Records supplied:

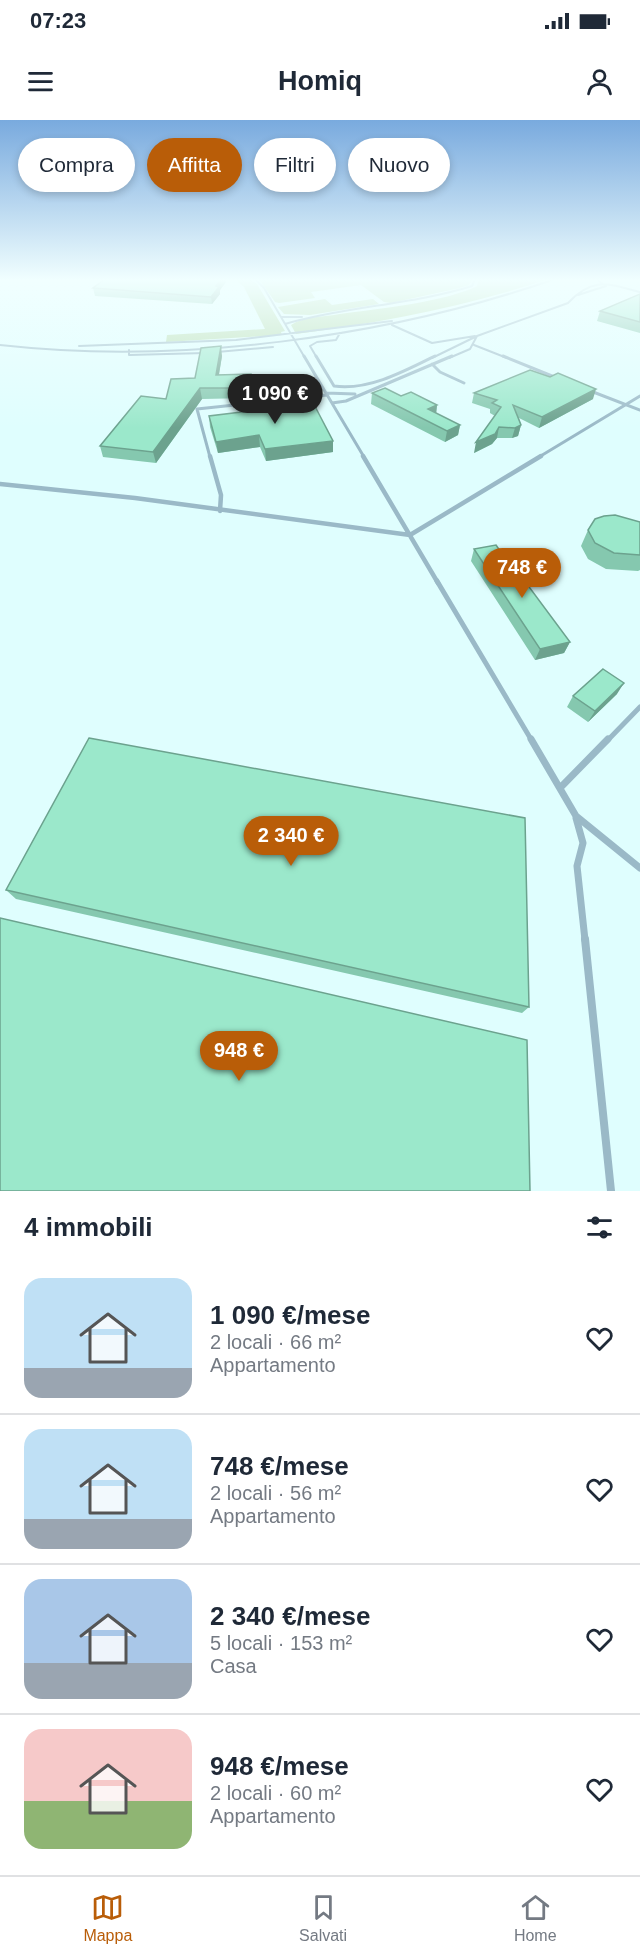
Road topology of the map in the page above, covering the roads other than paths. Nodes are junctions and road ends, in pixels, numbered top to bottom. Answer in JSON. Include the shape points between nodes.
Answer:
{"nodes":[{"id":1,"x":288,"y":329,"type":"edge"},
{"id":2,"x":344,"y":329,"type":"edge"},
{"id":3,"x":360,"y":329,"type":"edge"},
{"id":4,"x":366,"y":329,"type":"edge"},
{"id":5,"x":401,"y":329,"type":"edge"},
{"id":6,"x":494,"y":329,"type":"edge"},
{"id":7,"x":339,"y":333,"type":"junction"},
{"id":8,"x":477,"y":336,"type":"junction"},
{"id":9,"x":292,"y":337,"type":"junction"},
{"id":10,"x":250,"y":340,"type":"junction"},
{"id":11,"x":0,"y":345,"type":"edge"},
{"id":12,"x":474,"y":345,"type":"junction"},
{"id":13,"x":273,"y":347,"type":"dead end"},
{"id":14,"x":129,"y":350,"type":"junction"},
{"id":15,"x":432,"y":364,"type":"junction"},
{"id":16,"x":558,"y":378,"type":"edge"},
{"id":17,"x":464,"y":383,"type":"dead end"},
{"id":18,"x":579,"y":386,"type":"edge"},
{"id":19,"x":365,"y":392,"type":"junction"},
{"id":20,"x":326,"y":394,"type":"junction"},
{"id":21,"x":640,"y":396,"type":"edge"},
{"id":22,"x":332,"y":403,"type":"junction"},
{"id":23,"x":626,"y":404,"type":"junction"},
{"id":24,"x":640,"y":410,"type":"edge"},
{"id":25,"x":0,"y":484,"type":"edge"},
{"id":26,"x":220,"y":511,"type":"junction"},
{"id":27,"x":410,"y":535,"type":"junction"},
{"id":28,"x":640,"y":708,"type":"edge"},
{"id":29,"x":560,"y":788,"type":"junction"},
{"id":30,"x":576,"y":816,"type":"junction"},
{"id":31,"x":640,"y":868,"type":"edge"},
{"id":32,"x":611,"y":1191,"type":"edge"}],
"edges":[{"from":1,"to":9,"type":"lane"},
{"from":2,"to":9,"type":"lane"},
{"from":3,"to":7,"type":"lane"},
{"from":4,"to":7,"type":"lane"},
{"from":5,"to":8,"type":"lane","via":[[432,343]]},
{"from":6,"to":8,"type":"lane"},
{"from":7,"to":8,"type":"lane","via":[[336,340],[310,346],[334,386],[345,390],[363,387]]},
{"from":7,"to":9,"type":"lane"},
{"from":8,"to":12,"type":"lane"},
{"from":9,"to":10,"type":"lane"},
{"from":9,"to":14,"type":"lane"},
{"from":9,"to":20,"type":"lane"},
{"from":10,"to":11,"type":"lane","via":[[136,346]]},
{"from":10,"to":14,"type":"lane"},
{"from":11,"to":14,"type":"lane"},
{"from":12,"to":15,"type":"lane"},
{"from":12,"to":16,"type":"lane"},
{"from":13,"to":14,"type":"lane","via":[[158,355],[129,355]]},
{"from":15,"to":17,"type":"lane"},
{"from":15,"to":19,"type":"lane"},
{"from":18,"to":23,"type":"lane"},
{"from":19,"to":20,"type":"lane"},
{"from":19,"to":22,"type":"lane"},
{"from":20,"to":22,"type":"lane"},
{"from":20,"to":26,"type":"lane","via":[[197,409],[221,495]]},
{"from":21,"to":23,"type":"lane"},
{"from":22,"to":27,"type":"lane"},
{"from":23,"to":24,"type":"lane"},
{"from":23,"to":27,"type":"lane"},
{"from":25,"to":26,"type":"lane"},
{"from":26,"to":27,"type":"lane"},
{"from":27,"to":29,"type":"lane"},
{"from":28,"to":29,"type":"lane"},
{"from":29,"to":30,"type":"lane"},
{"from":30,"to":31,"type":"lane"},
{"from":30,"to":32,"type":"lane","via":[[583,843],[577,866]]}]}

What you have to do:
From the first line to the last, print the records exactly; leave out the pictures.

Result:
Road topology of the map in the page above, covering the roads other than paths. Nodes are junctions and road ends, in pixels, numbered top to bottom. Answer in JSON. Include the shape points between nodes.
Answer:
{"nodes":[{"id":1,"x":288,"y":329,"type":"edge"},
{"id":2,"x":344,"y":329,"type":"edge"},
{"id":3,"x":360,"y":329,"type":"edge"},
{"id":4,"x":366,"y":329,"type":"edge"},
{"id":5,"x":401,"y":329,"type":"edge"},
{"id":6,"x":494,"y":329,"type":"edge"},
{"id":7,"x":339,"y":333,"type":"junction"},
{"id":8,"x":477,"y":336,"type":"junction"},
{"id":9,"x":292,"y":337,"type":"junction"},
{"id":10,"x":250,"y":340,"type":"junction"},
{"id":11,"x":0,"y":345,"type":"edge"},
{"id":12,"x":474,"y":345,"type":"junction"},
{"id":13,"x":273,"y":347,"type":"dead end"},
{"id":14,"x":129,"y":350,"type":"junction"},
{"id":15,"x":432,"y":364,"type":"junction"},
{"id":16,"x":558,"y":378,"type":"edge"},
{"id":17,"x":464,"y":383,"type":"dead end"},
{"id":18,"x":579,"y":386,"type":"edge"},
{"id":19,"x":365,"y":392,"type":"junction"},
{"id":20,"x":326,"y":394,"type":"junction"},
{"id":21,"x":640,"y":396,"type":"edge"},
{"id":22,"x":332,"y":403,"type":"junction"},
{"id":23,"x":626,"y":404,"type":"junction"},
{"id":24,"x":640,"y":410,"type":"edge"},
{"id":25,"x":0,"y":484,"type":"edge"},
{"id":26,"x":220,"y":511,"type":"junction"},
{"id":27,"x":410,"y":535,"type":"junction"},
{"id":28,"x":640,"y":708,"type":"edge"},
{"id":29,"x":560,"y":788,"type":"junction"},
{"id":30,"x":576,"y":816,"type":"junction"},
{"id":31,"x":640,"y":868,"type":"edge"},
{"id":32,"x":611,"y":1191,"type":"edge"}],
"edges":[{"from":1,"to":9,"type":"lane"},
{"from":2,"to":9,"type":"lane"},
{"from":3,"to":7,"type":"lane"},
{"from":4,"to":7,"type":"lane"},
{"from":5,"to":8,"type":"lane","via":[[432,343]]},
{"from":6,"to":8,"type":"lane"},
{"from":7,"to":8,"type":"lane","via":[[336,340],[310,346],[334,386],[345,390],[363,387]]},
{"from":7,"to":9,"type":"lane"},
{"from":8,"to":12,"type":"lane"},
{"from":9,"to":10,"type":"lane"},
{"from":9,"to":14,"type":"lane"},
{"from":9,"to":20,"type":"lane"},
{"from":10,"to":11,"type":"lane","via":[[136,346]]},
{"from":10,"to":14,"type":"lane"},
{"from":11,"to":14,"type":"lane"},
{"from":12,"to":15,"type":"lane"},
{"from":12,"to":16,"type":"lane"},
{"from":13,"to":14,"type":"lane","via":[[158,355],[129,355]]},
{"from":15,"to":17,"type":"lane"},
{"from":15,"to":19,"type":"lane"},
{"from":18,"to":23,"type":"lane"},
{"from":19,"to":20,"type":"lane"},
{"from":19,"to":22,"type":"lane"},
{"from":20,"to":22,"type":"lane"},
{"from":20,"to":26,"type":"lane","via":[[197,409],[221,495]]},
{"from":21,"to":23,"type":"lane"},
{"from":22,"to":27,"type":"lane"},
{"from":23,"to":24,"type":"lane"},
{"from":23,"to":27,"type":"lane"},
{"from":25,"to":26,"type":"lane"},
{"from":26,"to":27,"type":"lane"},
{"from":27,"to":29,"type":"lane"},
{"from":28,"to":29,"type":"lane"},
{"from":29,"to":30,"type":"lane"},
{"from":30,"to":31,"type":"lane"},
{"from":30,"to":32,"type":"lane","via":[[583,843],[577,866]]}]}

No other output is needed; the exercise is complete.